Biotherapeutic Development - Magic Roundabout

Background

Magic Roundabout (Robo4/ECSM4) is a distant homologue of the Roundabout family that is traditionally implicated in neuronal guidance. Magic Roundabout was identified by a team led by Prof. Roy Bicknell at the Molecular Angiogenesis Laboratory, Weatherall Institute for Molecular Medicine, Oxford. It is a transmembrane receptor that is specifically expressed in endotheial cells of angiogenic blood vessels.

Together, the tumour-specificity of Magic Roundabout expression and its potential role in angiogenesis highlights the receptor as an exciting candidate for development of tumour targeting agents.      

The Collaboration

CRT's scientists collaborated with Prof Bicknell's laboratory to generate and characterise anti-Magic Roundabout monoclonal antibodies and to synthesise soluble receptors for expression and functional analysis.

Through the reagents provided by CRT, Prof. Bicknell’s laboratory was able to demonstrate that soluble Magic Roundabout receptor inhibits endothelial cell migration and invasion. This provided evidence that Magic Roundabout plays an important role in angiogenesis and thereby validated Magic Roundabout as an exciting target for therapeutic intervention and diagnostic applications.

The Magic Roundabout antibodies, soluble receptor and associated patent portfolios were subsequently out-licensed to a major biotechnology company.

Project Status

Magic Roundabout is currently under preclinical development by the Magic Roundabout licensee.

Drug Discovery - PKD

Background

Protein Kinase D (PKD, PKCµ) plays a central role in tumour cell survival, proliferation and invasion in a number of cancer types (including breast, colorectal and pancreatic). However, it remains a novel target for anti-cancer drug discovery and inhibitors of PKD are likely to be first-in-class agents with significant clinical and commercial potential.

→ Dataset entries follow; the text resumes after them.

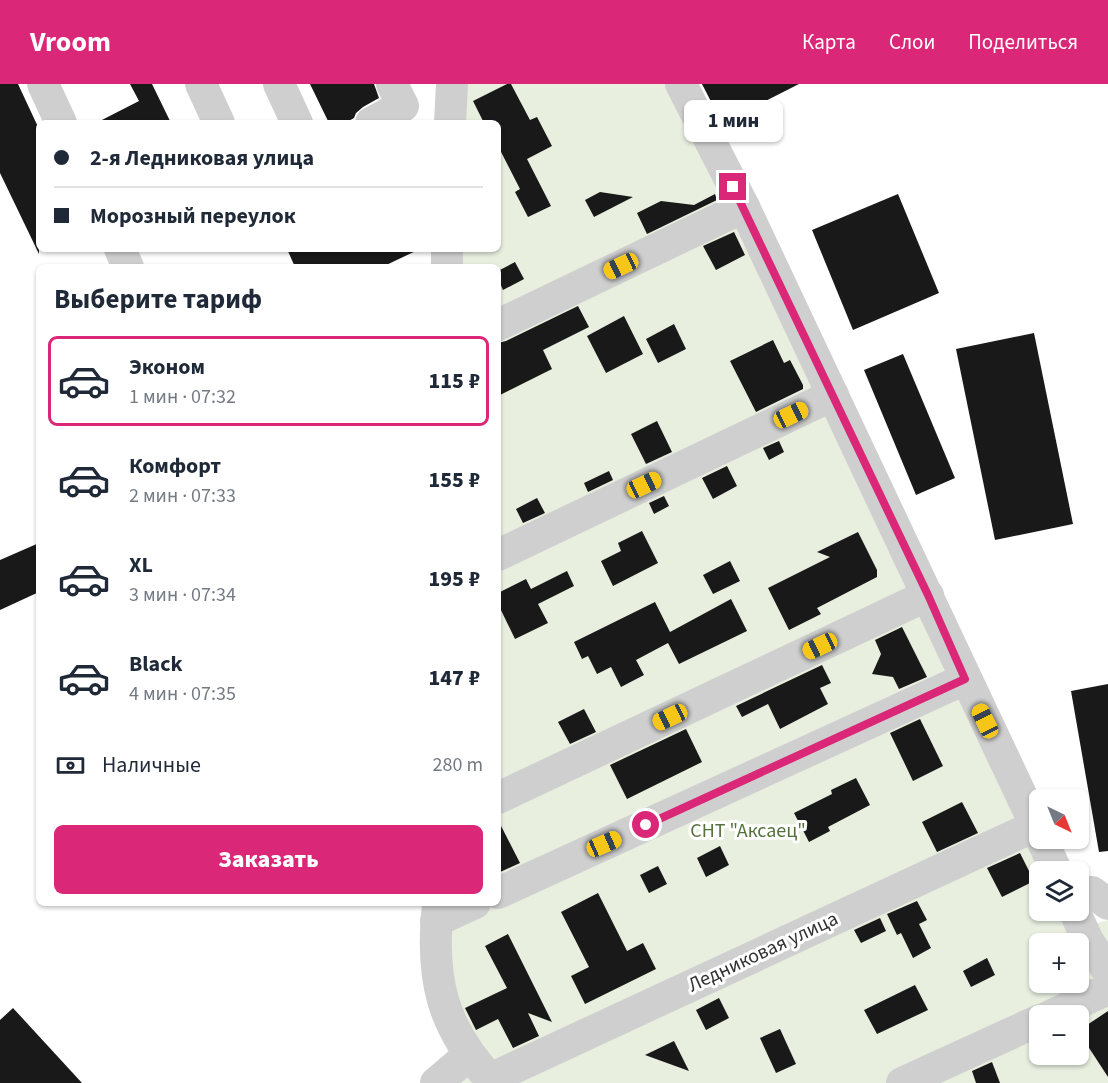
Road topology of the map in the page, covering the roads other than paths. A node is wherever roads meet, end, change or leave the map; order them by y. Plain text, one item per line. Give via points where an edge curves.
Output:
1 (43, 84) edge
2 (201, 84) edge
3 (279, 84) edge
4 (392, 84) edge
5 (681, 84) edge
6 (451, 87) edge
7 (60, 120) edge
8 (218, 120) edge
9 (296, 120) edge
10 (377, 120) edge
11 (450, 120) edge
12 (744, 207) junction
13 (501, 324) edge
14 (833, 395) junction
15 (501, 554) edge
16 (928, 595) junction
17 (965, 679) junction
18 (501, 797) edge
19 (1029, 812) edge
20 (1029, 838) edge
21 (501, 891) edge
22 (1089, 892) edge
23 (1108, 904) edge
24 (462, 906) edge
25 (437, 912) edge
26 (1079, 921) edge
27 (1108, 971) edge
28 (1108, 989) edge
29 (1074, 1005) edge
30 (1029, 1025) edge
31 (469, 1055) junction
32 (492, 1081) edge
33 (436, 1083) edge
34 (902, 1083) edge

1 - 7 street
2 - 8 street
3 - 9 street
4 - 10 street via 403,106
5 - 12 street
6 - 11 street
12 - 13 street
12 - 14 street
14 - 15 street
14 - 16 street
16 - 17 street
16 - 18 street
17 - 19 street
17 - 21 street
20 - 32 street, Ледниковая улица
22 - 23 street
24 - 25 street
25 - 31 street via 435,965 448,1020
26 - 27 street
28 - 29 street
30 - 34 street
31 - 32 street
31 - 33 street

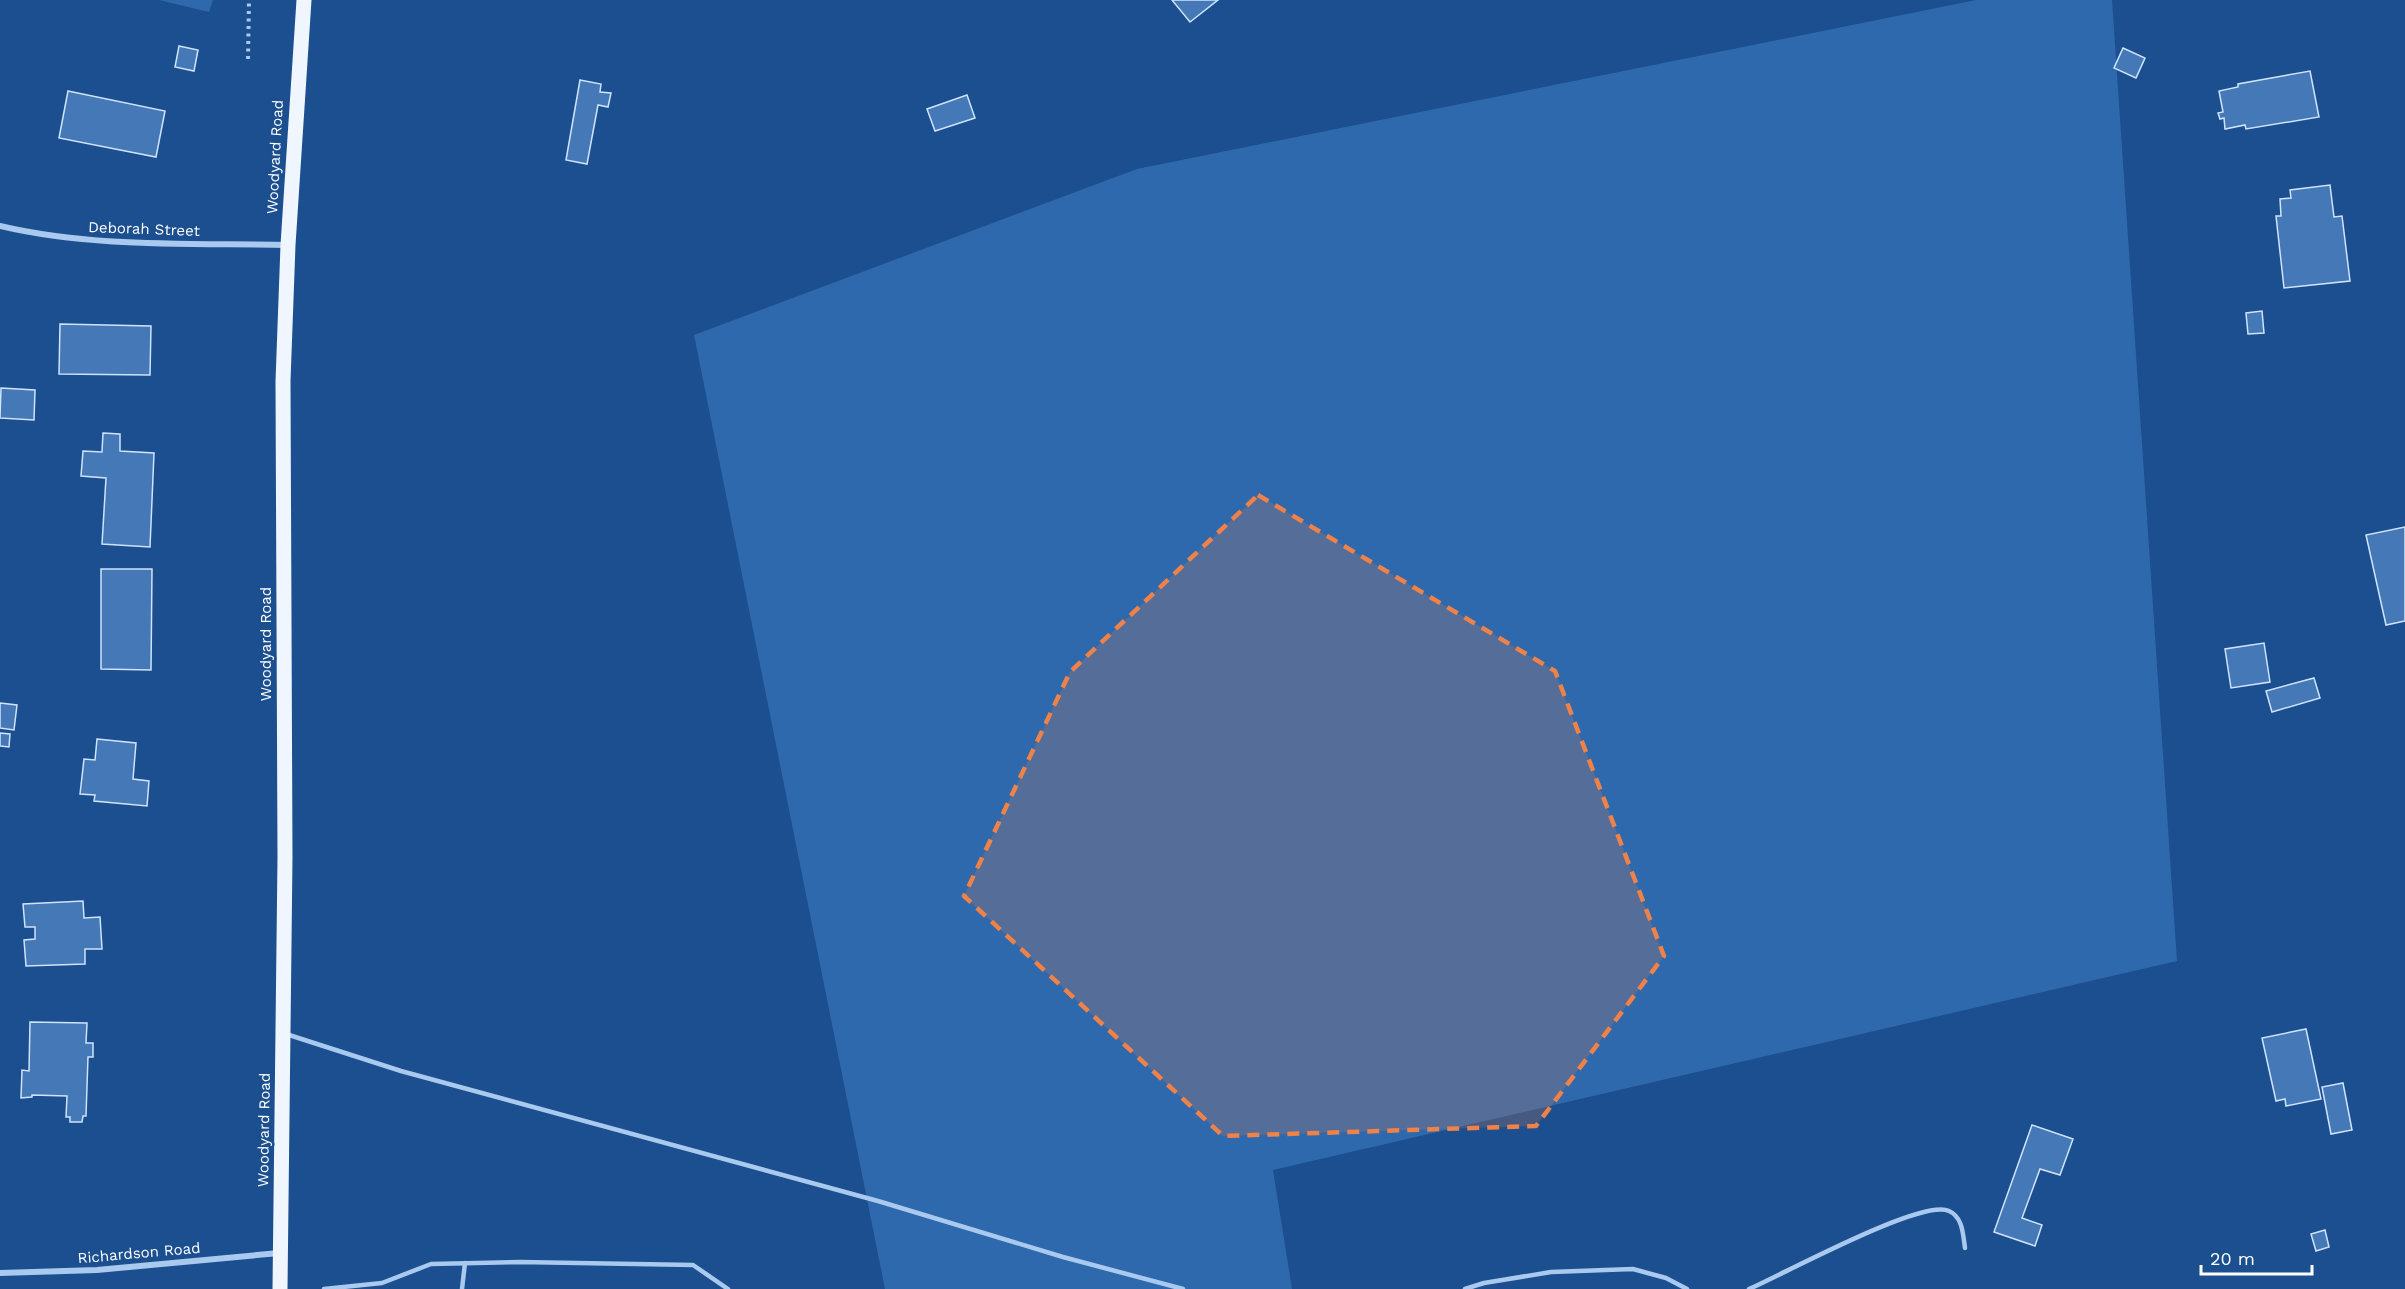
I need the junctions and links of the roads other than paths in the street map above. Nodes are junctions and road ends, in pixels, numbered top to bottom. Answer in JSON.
{"nodes":[{"id":1,"x":304,"y":0,"type":"edge"},
{"id":2,"x":0,"y":226,"type":"edge"},
{"id":3,"x":288,"y":244,"type":"junction"},
{"id":4,"x":284,"y":1033,"type":"junction"},
{"id":5,"x":1965,"y":1248,"type":"dead end"},
{"id":6,"x":279,"y":1253,"type":"junction"},
{"id":7,"x":465,"y":1263,"type":"junction"},
{"id":8,"x":0,"y":1273,"type":"edge"},
{"id":9,"x":280,"y":1289,"type":"edge"},
{"id":10,"x":324,"y":1289,"type":"edge"},
{"id":11,"x":462,"y":1289,"type":"edge"},
{"id":12,"x":728,"y":1289,"type":"edge"},
{"id":13,"x":1184,"y":1289,"type":"edge"},
{"id":14,"x":1465,"y":1289,"type":"edge"},
{"id":15,"x":1687,"y":1289,"type":"edge"},
{"id":16,"x":1749,"y":1289,"type":"edge"}],
"edges":[{"from":1,"to":3,"type":"main road","name":"Woodyard Road"},
{"from":2,"to":3,"type":"street","name":"Deborah Street"},
{"from":3,"to":4,"type":"main road","name":"Woodyard Road"},
{"from":4,"to":6,"type":"main road","name":"Woodyard Road"},
{"from":4,"to":13,"type":"lane"},
{"from":5,"to":16,"type":"lane"},
{"from":6,"to":8,"type":"street","name":"Richardson Road"},
{"from":6,"to":9,"type":"main road","name":"Woodyard Road"},
{"from":7,"to":10,"type":"lane"},
{"from":7,"to":11,"type":"lane"},
{"from":7,"to":12,"type":"lane"},
{"from":14,"to":15,"type":"lane"}]}
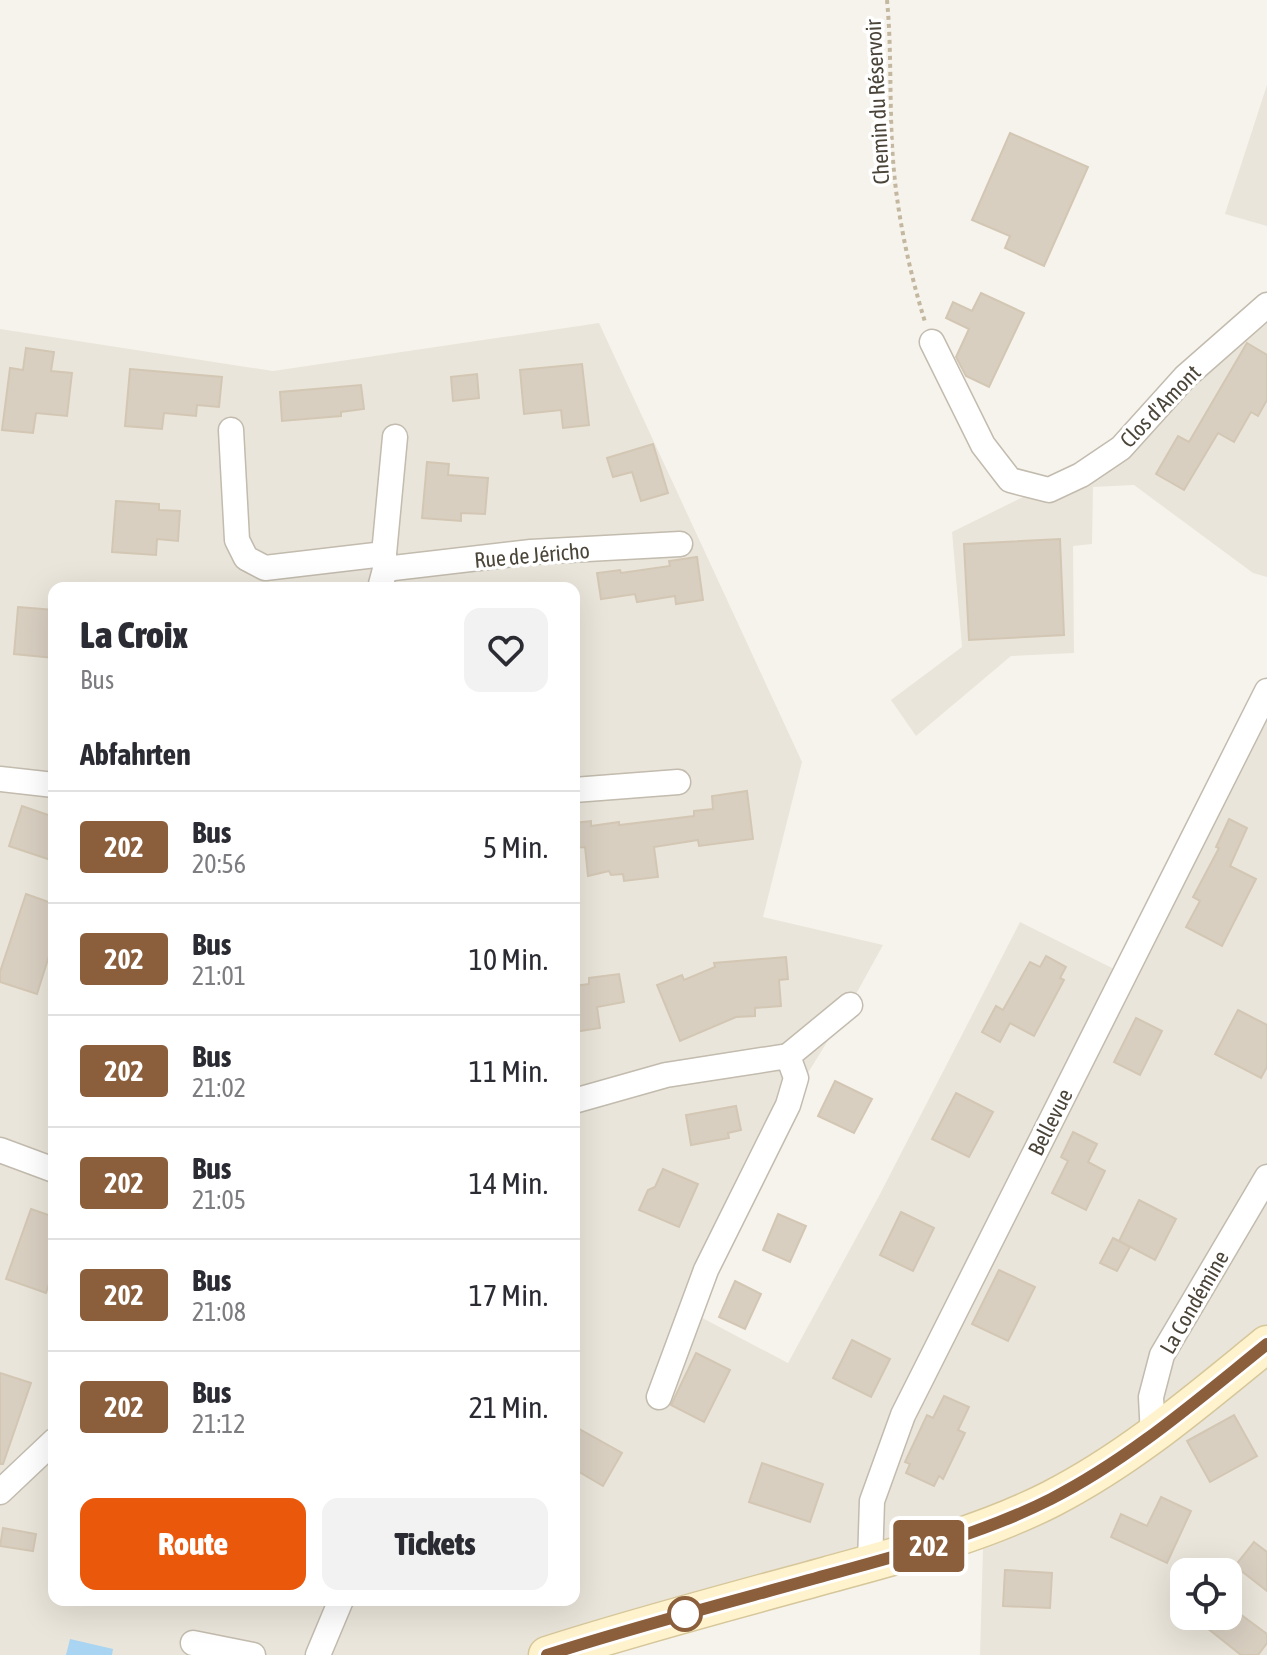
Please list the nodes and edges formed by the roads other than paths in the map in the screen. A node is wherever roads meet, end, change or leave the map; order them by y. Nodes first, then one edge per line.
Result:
1 (1267, 305) edge
2 (932, 342) road end
3 (231, 430) dead end
4 (395, 437) dead end
5 (680, 544) dead end
6 (383, 570) edge
7 (1267, 691) edge
8 (0, 779) edge
9 (678, 782) dead end
10 (48, 784) edge
11 (580, 790) edge
12 (850, 1005) dead end
13 (788, 1056) junction
14 (580, 1099) edge
15 (0, 1150) edge
16 (48, 1168) edge
17 (1267, 1177) edge
18 (1267, 1344) edge
19 (659, 1397) dead end
20 (1153, 1436) junction
21 (48, 1447) edge
22 (0, 1492) edge
23 (870, 1563) junction
24 (338, 1606) edge
25 (193, 1643) dead end
26 (253, 1655) edge
27 (318, 1655) edge
28 (547, 1655) edge

1 - 2 street, Clos d'Amont
3 - 6 street, Rue de Jéricho
4 - 6 street
5 - 6 street, Rue de Jéricho
7 - 23 street, Bellevue
8 - 10 street
9 - 11 street
12 - 13 street
13 - 14 street
13 - 19 street
15 - 16 street
17 - 20 street, La Condémine
18 - 20 street
20 - 23 street
21 - 22 street
23 - 28 street
24 - 27 street
25 - 26 street

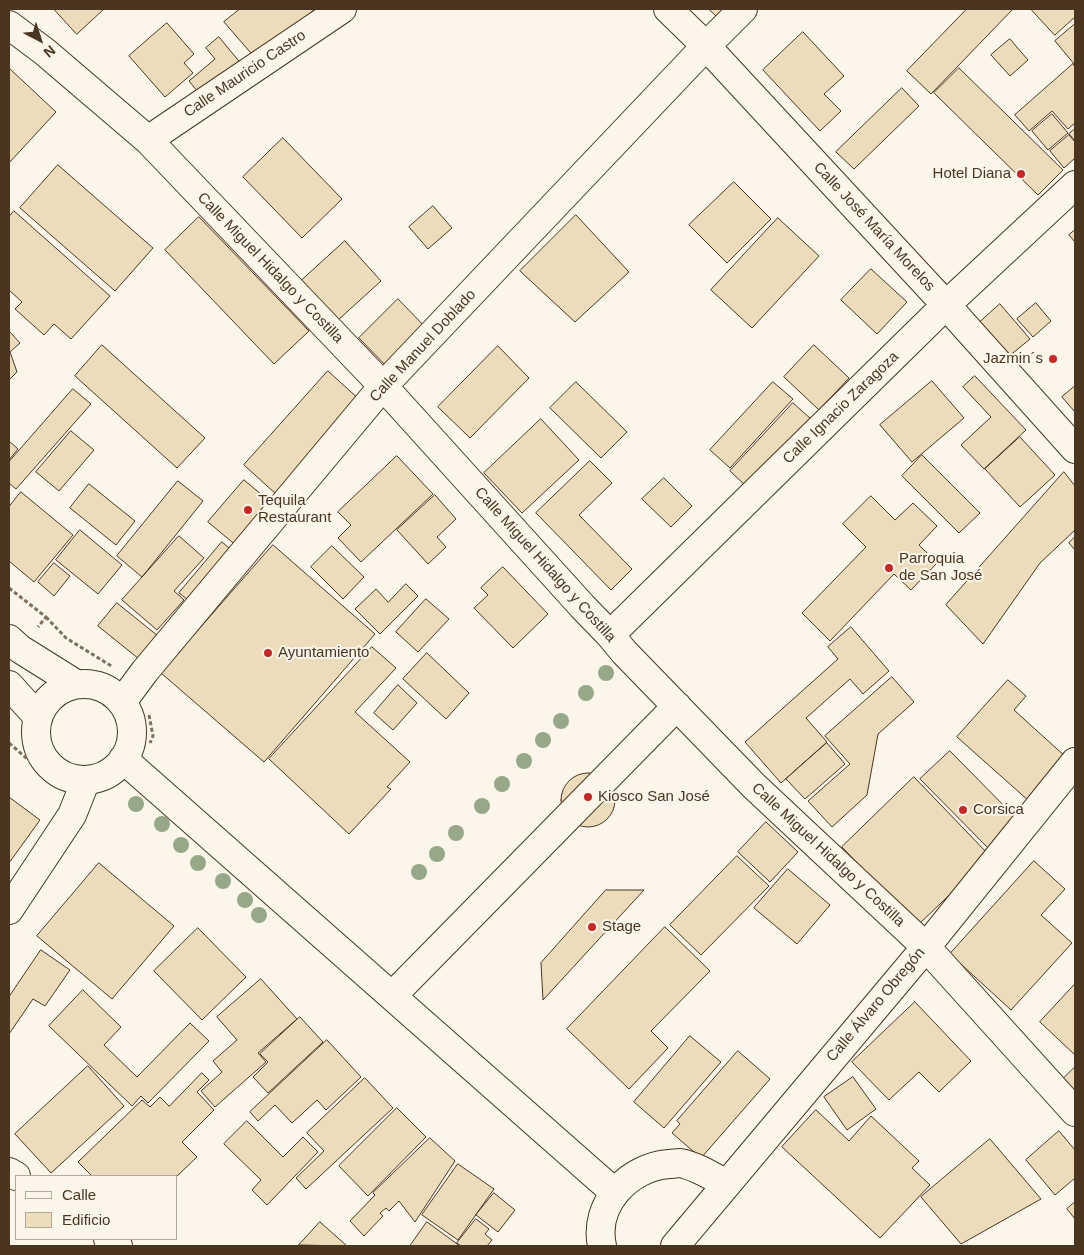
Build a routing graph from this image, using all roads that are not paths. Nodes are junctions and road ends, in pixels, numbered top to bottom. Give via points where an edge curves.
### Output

There is also increasing evidence that PKD is involved in hyperproliferative skin disorders (psoriasis etc.) and in cardiac hypertrophy, indicating that inhibitors of PKD will have application in multiple therapeutic areas.

The Collaboration

The PKD drug discovery programme is led by CRT in collaboration with Prof Doreen Cantrell of the University of Dundee and Prof Peter Parker of the Cancer Research UK London Research Institute (LRI).

Several series of compounds have been identified and developed from a screen of CRT’s compound library. The lead series has been the subject of an intense hit-to-lead and lead optimisation programme that has improved the potency of the original hits by over 500 fold.

The most potent compounds inhibit PKD with IC50 of <1 nM and these compounds show good selectivity against a panel of diverse kinases.

Investigation of in vitro ADME properties of the compounds has indicated that they are soluble, cell permeable and have promising CYP450 inhibition and microsomal stability profiles.

Cell based studies have shown that the lead compounds inhibit PKD auto-phosphorylation and activation and also inhibit proliferation of pancreatic cancer cells in response to growth factors with low µm potency. In addition, the lead compounds are potent inducers of apoptosis.

Project Status

The lead compounds are currently undergoing pharmacokinetic studies in advance of proof of efficacy studies.